SMS phishers pivot to points, taxes, fake retailers

(krebsonsecurity.com)

32 points | by todsacerdoti 1 hour ago

2 comments

  • adriand 6 minutes ago
    I’m super cautious with these messages like I’m sure we all are but on Monday I ordered a printer from Amazon. They said it would arrive on Wednesday. On Wednesday I was working from home and I got a text from “Purolator” saying they’d tried to deliver my package and failed. Shit! I’d been listening to beats too loud to hear the knock on the door! I ran outside to see if the delivery guy was still on my street. No one was around…and then I realized, damn, they got me (to dash outside, anyway).

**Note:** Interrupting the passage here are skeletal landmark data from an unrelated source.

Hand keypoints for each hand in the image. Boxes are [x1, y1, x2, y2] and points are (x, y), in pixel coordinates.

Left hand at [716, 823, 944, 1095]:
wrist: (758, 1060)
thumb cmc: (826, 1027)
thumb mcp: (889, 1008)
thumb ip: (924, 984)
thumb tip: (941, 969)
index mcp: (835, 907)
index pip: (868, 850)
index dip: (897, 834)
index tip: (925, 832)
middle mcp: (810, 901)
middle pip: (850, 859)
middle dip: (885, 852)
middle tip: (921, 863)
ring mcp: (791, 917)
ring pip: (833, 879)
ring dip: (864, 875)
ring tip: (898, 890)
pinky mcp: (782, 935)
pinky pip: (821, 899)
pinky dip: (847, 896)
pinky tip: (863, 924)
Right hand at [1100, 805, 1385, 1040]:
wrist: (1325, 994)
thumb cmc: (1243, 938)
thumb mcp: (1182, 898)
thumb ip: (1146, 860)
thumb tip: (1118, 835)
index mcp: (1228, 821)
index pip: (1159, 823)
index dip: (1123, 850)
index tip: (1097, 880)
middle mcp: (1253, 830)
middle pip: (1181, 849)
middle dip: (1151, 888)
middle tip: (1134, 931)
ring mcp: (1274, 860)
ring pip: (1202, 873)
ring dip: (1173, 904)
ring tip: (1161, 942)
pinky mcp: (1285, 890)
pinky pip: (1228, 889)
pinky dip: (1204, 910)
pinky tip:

    These things can fail 99.99% of the time but when they land on someone at just the right moment, it’s so easy to just go on autopilot and do the dumb thing.

  • s_kierkegaard 24 minutes ago
    This type of stuff is diabolical for old folks who just weren't inoculated to these scams. I feel terrible for them. Get calls often asking me to help interpret.
    • SoftTalker 10 minutes ago
      Keep it very simple: never give an SMS authentication code to anyone on a phone call, in response to a text message or email, or as part of any checkout or purchase. They are only to be used when logging in to an online account. Anything else is a scam.

      Even that may be too complicated, now that I read it back.